**Exercise description**
One exact copy of the listing is needed. It should contain no pictures.

**Data shown**
————
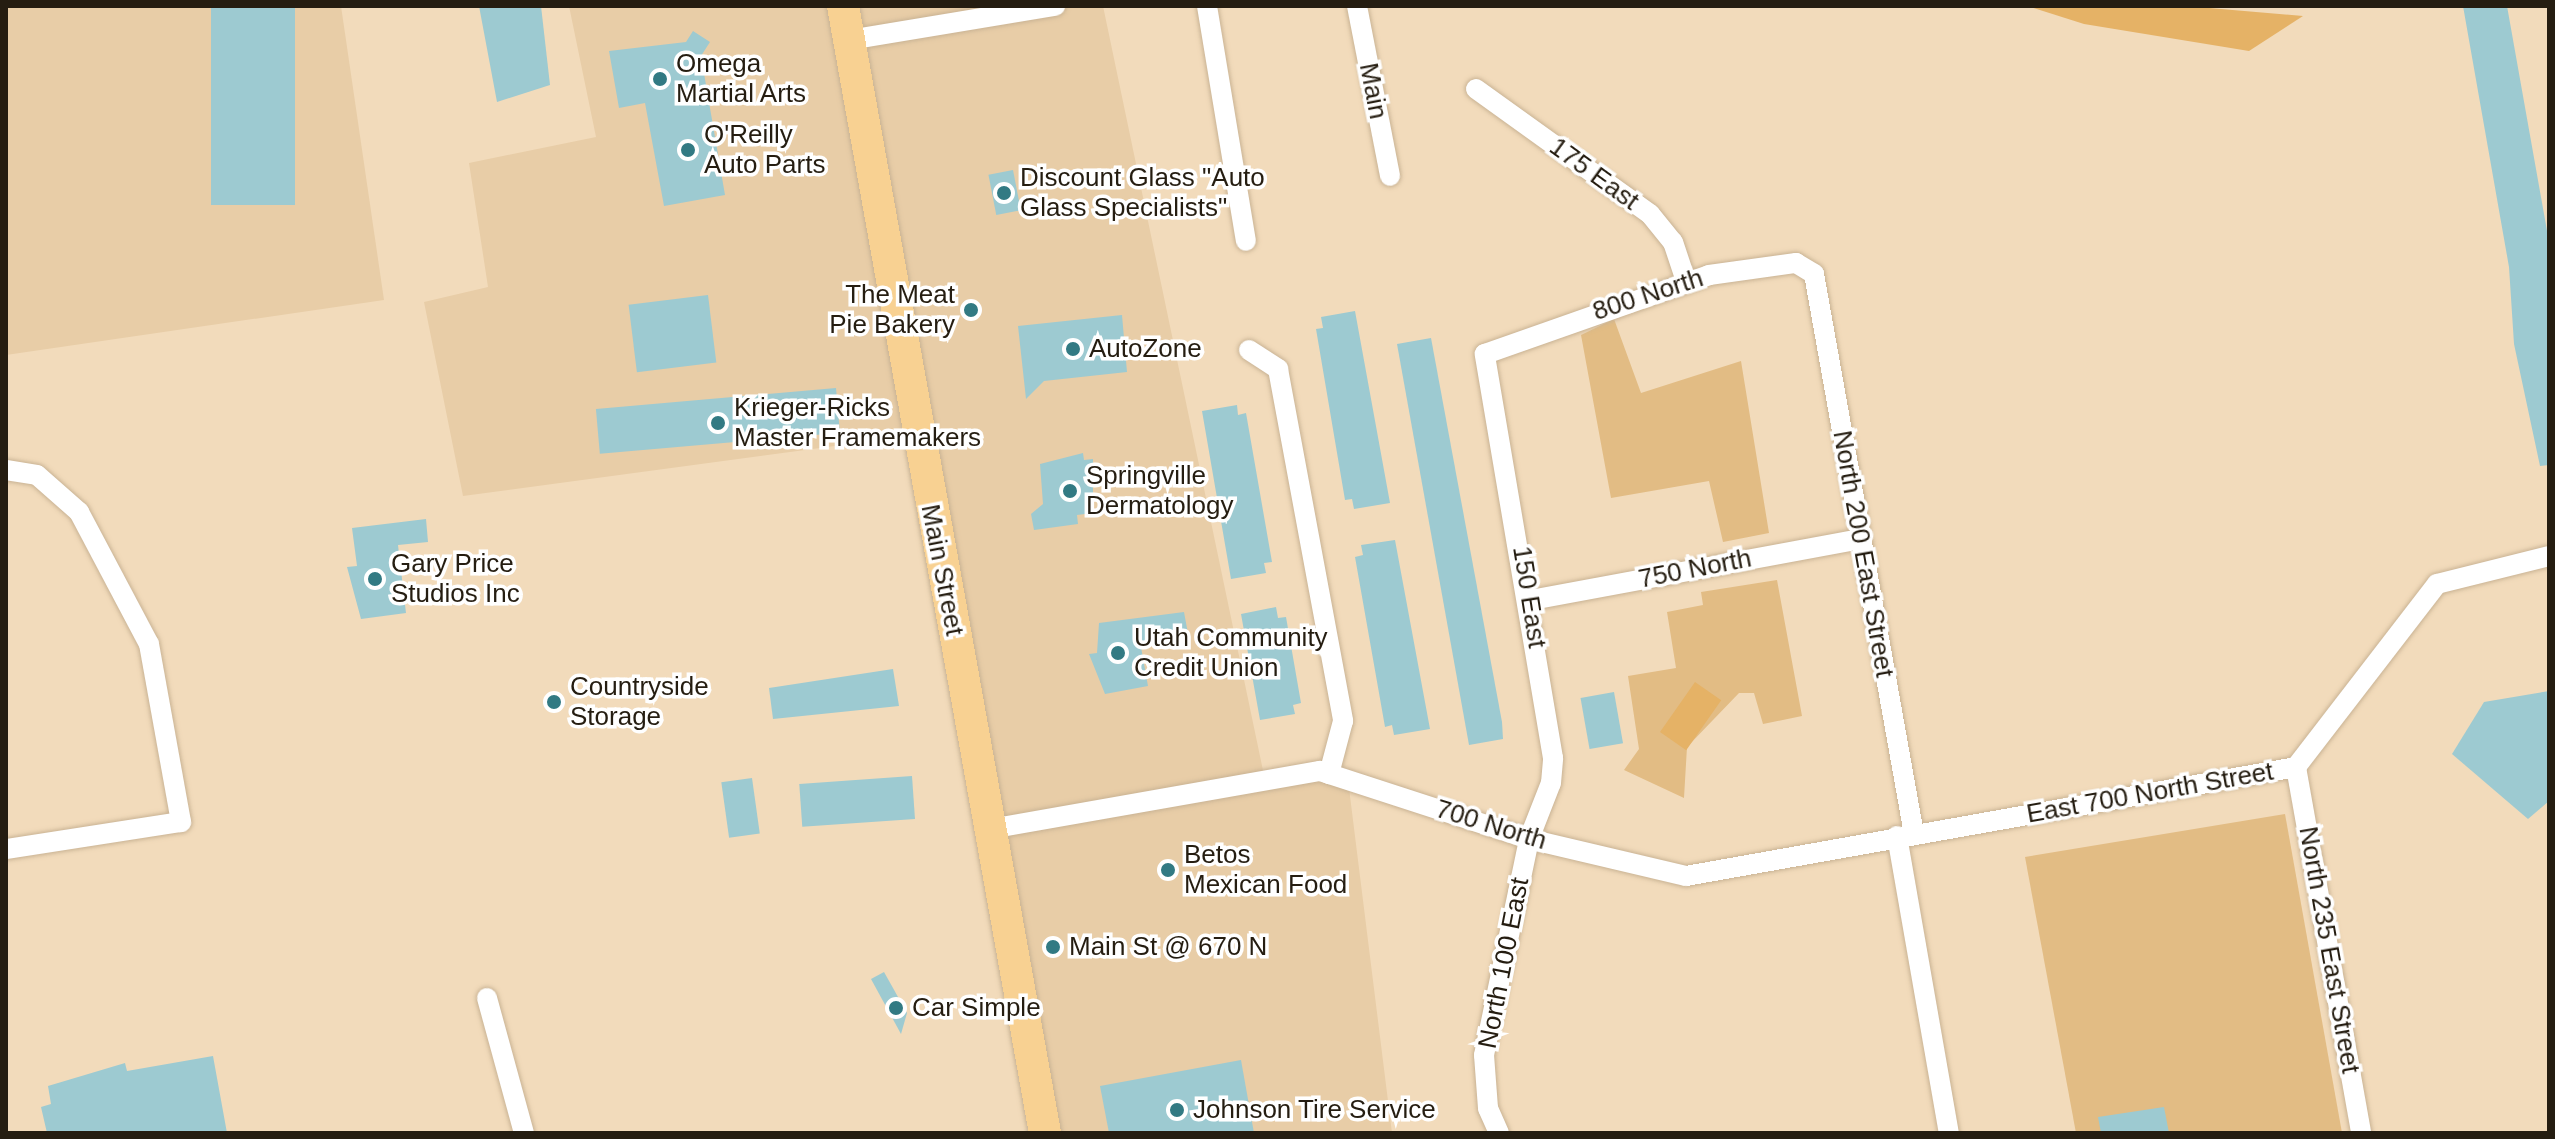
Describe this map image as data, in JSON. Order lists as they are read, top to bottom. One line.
{"streets":{"main road":["Main Street"],"street":["Main","175 East","800 North","North 200 East Street","750 North","150 East","East 700 North Street","700 North","North 235 East Street","North 100 East"]},"crossings":[["175 East","800 North"],["800 North","North 200 East Street"],["800 North","150 East"],["North 200 East Street","750 North"],["North 200 East Street","700 North"],["750 North","150 East"],["Main Street","700 North"],["150 East","700 North"],["150 East","North 100 East"],["East 700 North Street","700 North"],["East 700 North Street","North 235 East Street"],["700 North","North 100 East"]],"places":["Omega Martial Arts","O'Reilly Auto Parts","Discount Glass \"Auto Glass Specialists\"","The Meat Pie Bakery","AutoZone","Krieger-Ricks Master Framemakers","Springville Dermatology","Gary Price Studios Inc","Utah Community Credit Union","Countryside Storage","Betos Mexican Food","Main St @ 670 N","Car Simple","Johnson Tire Service"]}
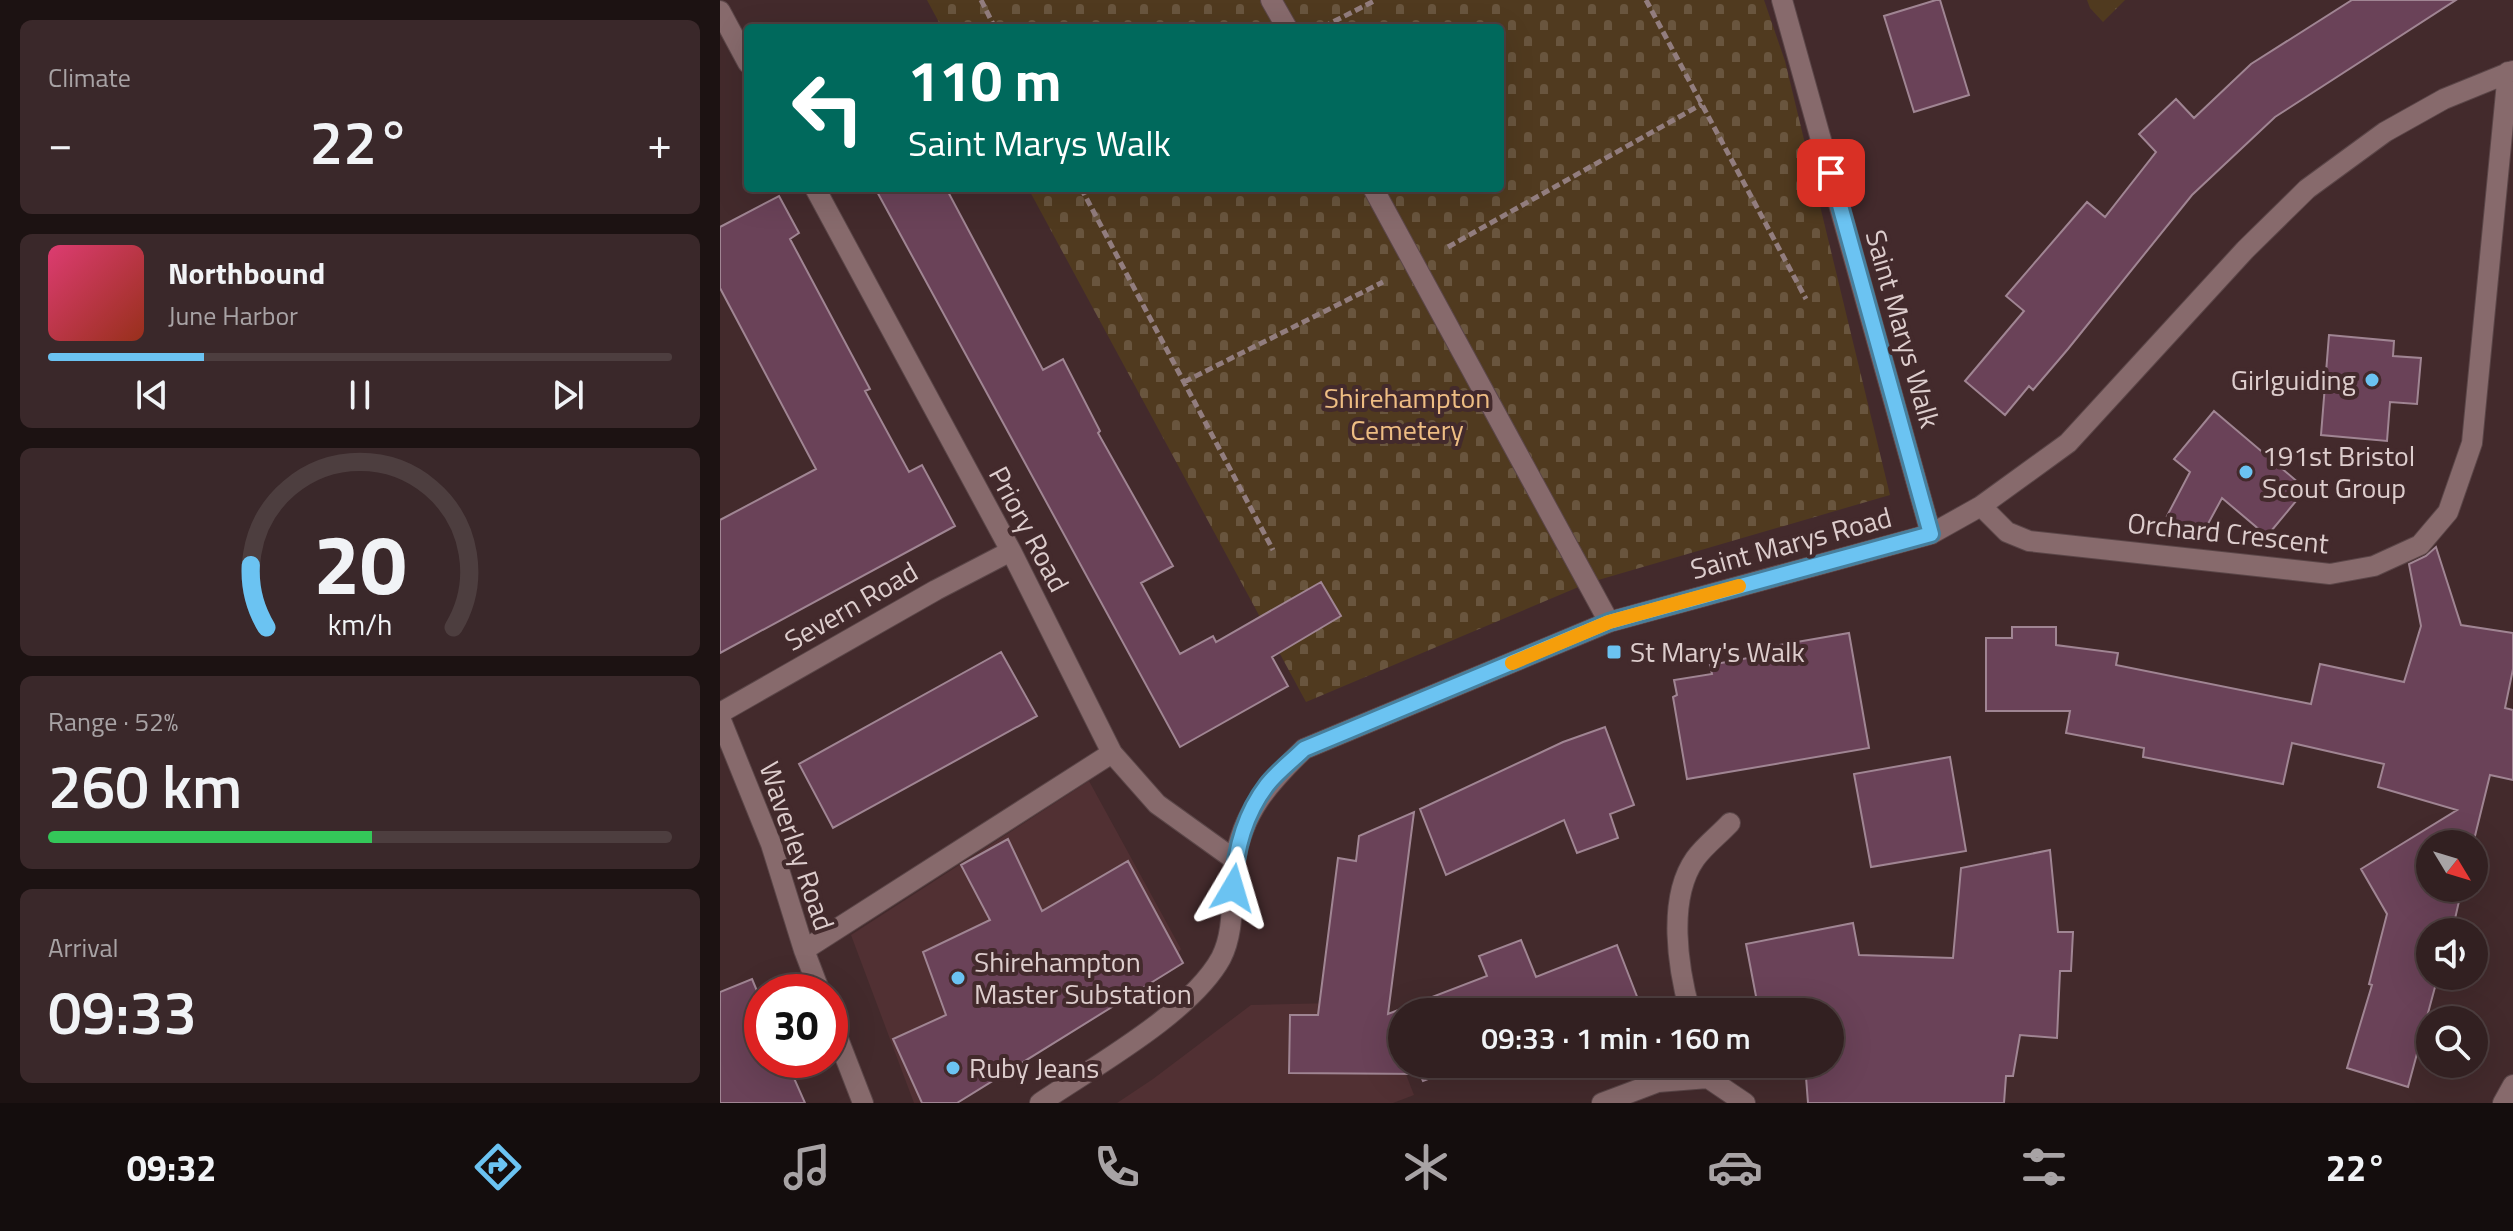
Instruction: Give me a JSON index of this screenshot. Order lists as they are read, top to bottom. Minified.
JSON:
————
**Task answer**
Describe this map image as data, in JSON. Order lists as they are read, top to bottom. One line.
{"streets":{"main road":["Main Street"],"street":["Main","175 East","800 North","North 200 East Street","750 North","150 East","East 700 North Street","700 North","North 235 East Street","North 100 East"]},"crossings":[["175 East","800 North"],["800 North","North 200 East Street"],["800 North","150 East"],["North 200 East Street","750 North"],["North 200 East Street","700 North"],["750 North","150 East"],["Main Street","700 North"],["150 East","700 North"],["150 East","North 100 East"],["East 700 North Street","700 North"],["East 700 North Street","North 235 East Street"],["700 North","North 100 East"]],"places":["Omega Martial Arts","O'Reilly Auto Parts","Discount Glass \"Auto Glass Specialists\"","The Meat Pie Bakery","AutoZone","Krieger-Ricks Master Framemakers","Springville Dermatology","Gary Price Studios Inc","Utah Community Credit Union","Countryside Storage","Betos Mexican Food","Main St @ 670 N","Car Simple","Johnson Tire Service"]}
Instruction: Give me a JSON index of this screenshot. Order lists as they are read, top to bottom. Minified.
JSON:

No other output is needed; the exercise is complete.